In the end, you should be signing a contract in as simple of terms as possible even though you're still going to have a lawyer to translate it for you. The scenarios people like her, Smashing Pumpkins, Nirvana etc. got screwed under were due to their ignorance and desperation to make money. This was largely due to their scene killing off the 80's metal and pop rock where bands and singers were spoiled rotten never having to deal with any of this nonsense.
But, when you get someone showing up at your doorstep with a bag of gold asking you what they should do with it, they're just asking to be screwed!

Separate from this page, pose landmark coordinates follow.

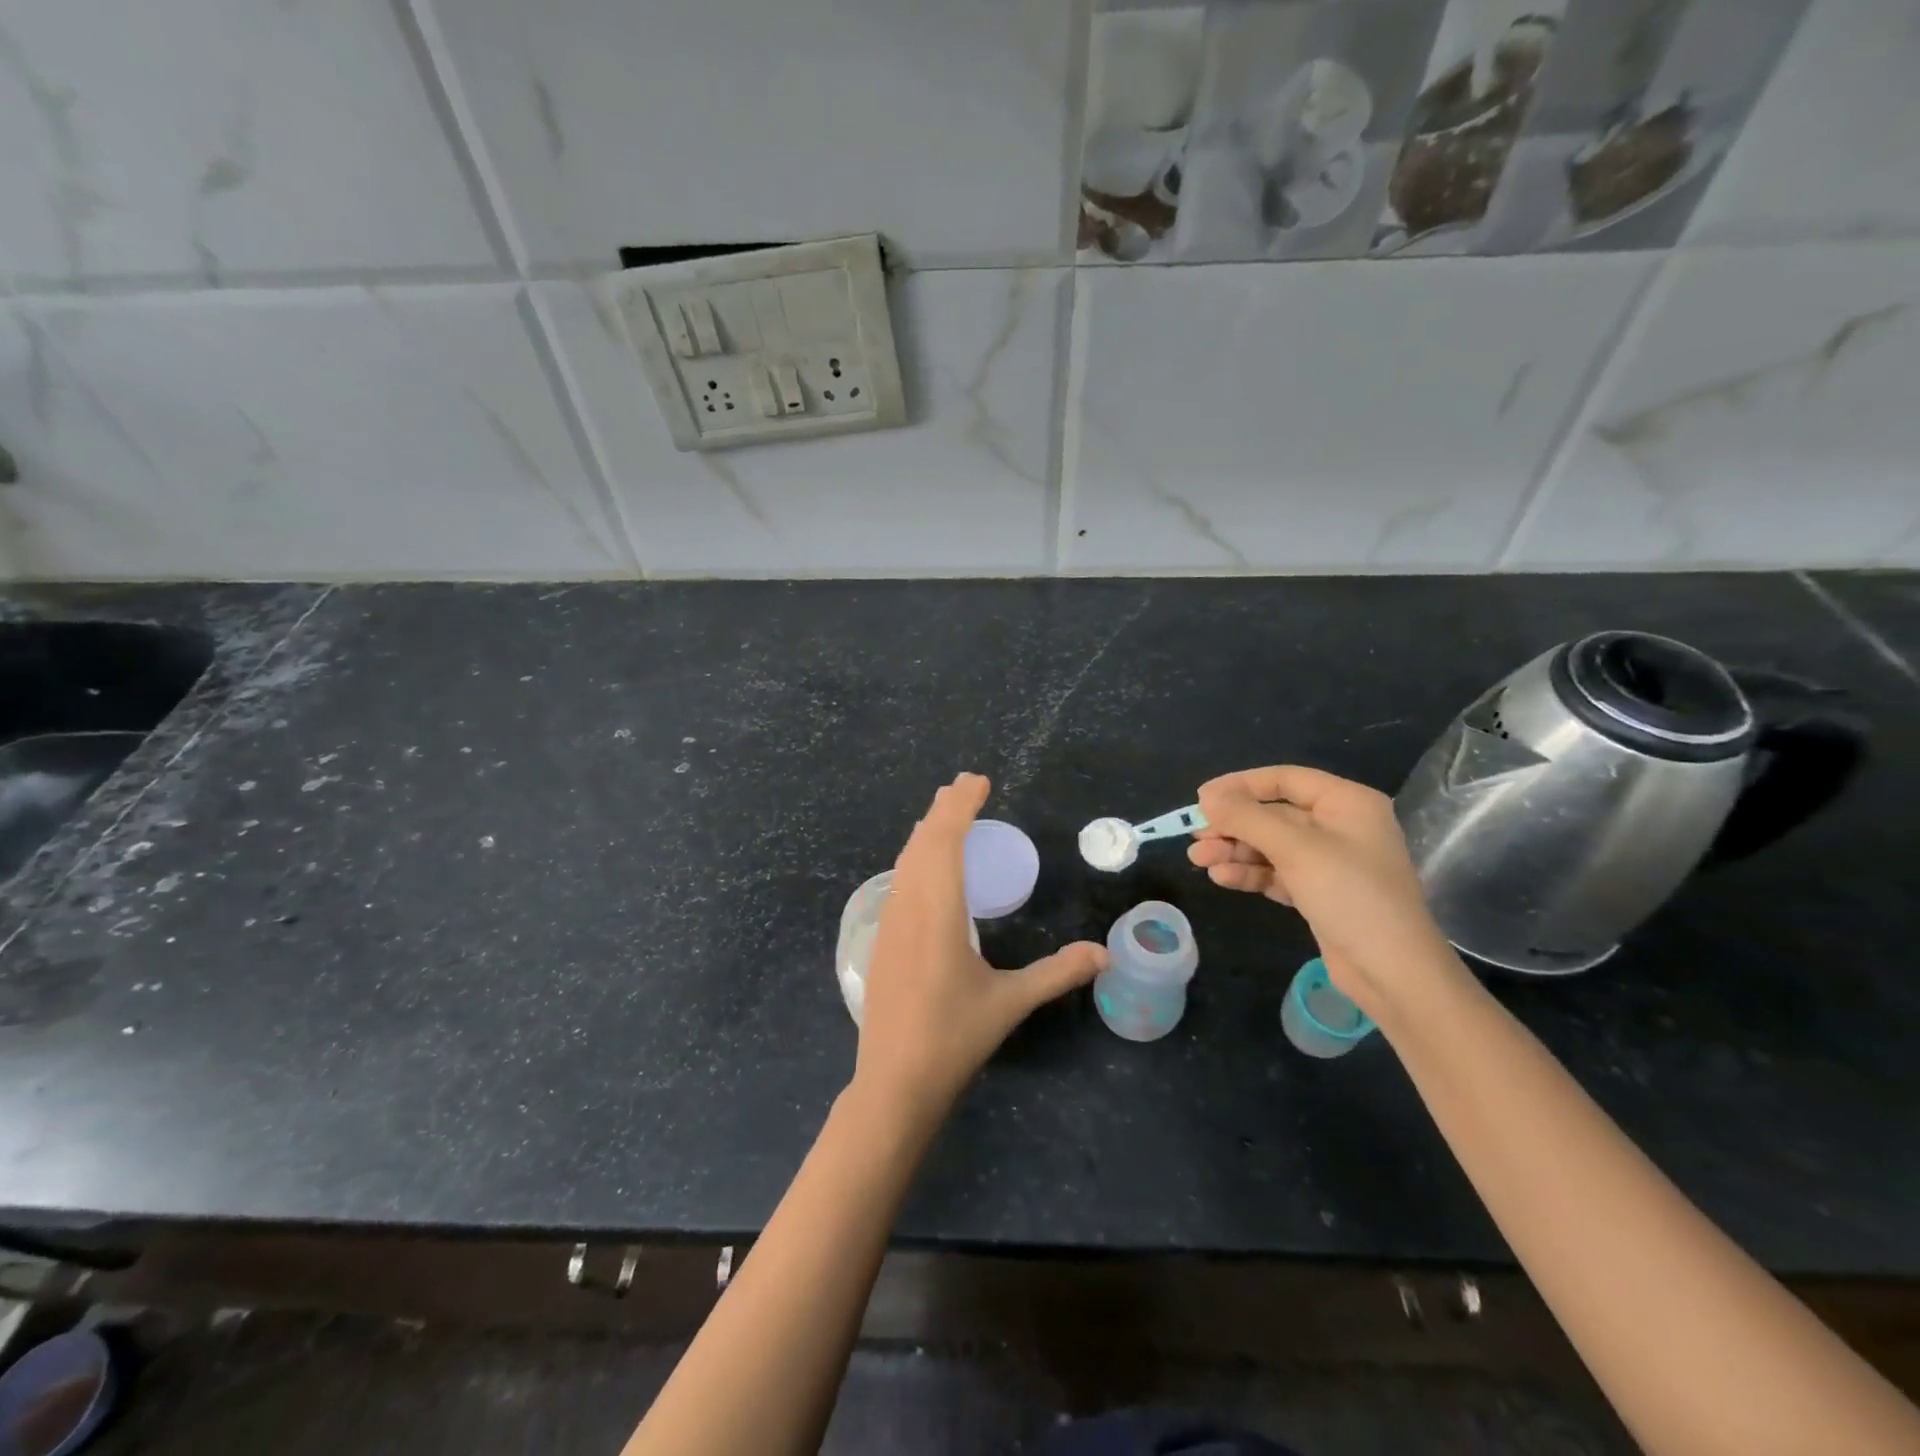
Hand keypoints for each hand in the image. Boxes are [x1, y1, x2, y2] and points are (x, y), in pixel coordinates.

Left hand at [855, 773, 1106, 1125]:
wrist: (894, 1082)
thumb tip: (1105, 953)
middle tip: (965, 786)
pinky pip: (898, 881)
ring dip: (926, 832)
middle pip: (922, 843)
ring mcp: (888, 923)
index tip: (978, 782)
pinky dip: (914, 857)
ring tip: (945, 814)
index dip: (960, 807)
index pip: (944, 842)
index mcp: (938, 913)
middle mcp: (908, 907)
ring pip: (904, 861)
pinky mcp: (881, 939)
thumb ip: (1058, 973)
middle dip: (943, 810)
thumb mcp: (1010, 1002)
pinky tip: (924, 866)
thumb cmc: (954, 1038)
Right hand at [1190, 765, 1463, 1024]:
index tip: (1201, 799)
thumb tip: (1207, 796)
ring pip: (1271, 845)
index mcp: (1346, 803)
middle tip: (1196, 837)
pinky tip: (1221, 878)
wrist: (1394, 973)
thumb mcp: (1296, 849)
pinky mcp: (1319, 893)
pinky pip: (1277, 872)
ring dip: (1235, 850)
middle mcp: (1339, 826)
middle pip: (1273, 814)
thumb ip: (1248, 818)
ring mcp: (1329, 862)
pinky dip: (1250, 873)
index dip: (1240, 786)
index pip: (1285, 780)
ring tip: (1199, 860)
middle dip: (1233, 825)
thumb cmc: (1351, 896)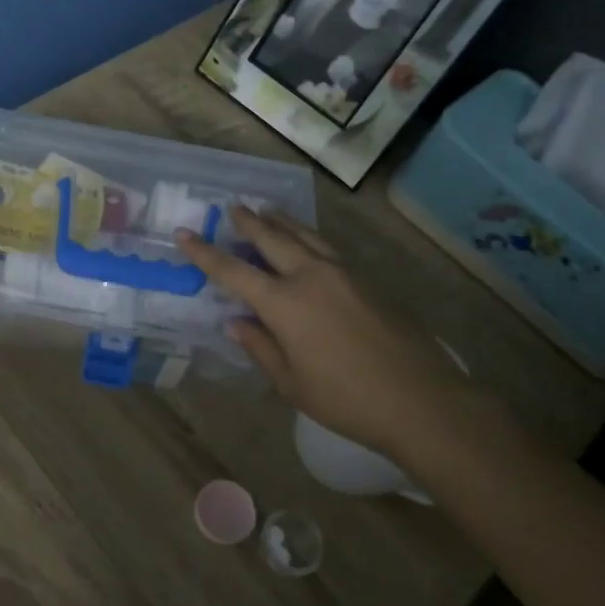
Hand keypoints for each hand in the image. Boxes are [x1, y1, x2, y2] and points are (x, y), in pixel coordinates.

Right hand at [176, 208, 469, 454]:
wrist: (421, 399)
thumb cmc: (346, 399)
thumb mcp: (291, 383)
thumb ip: (260, 347)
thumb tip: (236, 322)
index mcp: (284, 304)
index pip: (233, 271)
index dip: (205, 253)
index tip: (184, 233)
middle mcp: (310, 276)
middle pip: (272, 238)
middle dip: (248, 221)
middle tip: (232, 206)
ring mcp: (343, 273)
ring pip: (304, 235)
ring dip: (280, 220)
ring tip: (266, 209)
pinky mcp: (367, 279)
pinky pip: (327, 246)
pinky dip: (307, 236)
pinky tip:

What I don't get is, why aren't these now "veterans" working with any of us and starting their own production companies rather than record labels or even record companies. All the money and power is in producing and distribution and now that they have the money to get financed by a bank to start such a business, none of them still bother.
I mean a 2 million dollar music video?
Sure, if you're a spoiled narcissist like Courtney, you won't ask for receipts. Meanwhile I saw videos in her day, today and continue to see music videos shot for little or nothing and finding their way onto commercial television. How is it rock bands with a dozen hits struggle to make enough to live off of and pop stars like Hilary Duff piss away 8 million dollars on a mansion without ever having had a successful album or movie?

I think when you have a handful of hit songs from a band that is intelligent and hard working, the only real obstacle today is getting promoted on commercial radio stations and making money off of music sales due to piracy. Since bankers like Barack Obama, George W Bush, Bill Clinton and all of CONGRESS run the country, their only concern is the numbers on paper and their influence on the economy, not the legality of how those numbers were generated.

It all boils down to people who aren't all that talented or intelligent buying into the fandom bullshit and record label praise letting their egos do the walking and talking and they get screwed.
Meanwhile the real artists can't even get a BAND started because they intimidate the hell out of the dreamers that want to be a star rather than serve someone that genuinely has the talent skills and brains to lead a band into mainstream commercial success.

The industry just changes it's system of function completely every 10 years and always for the worse.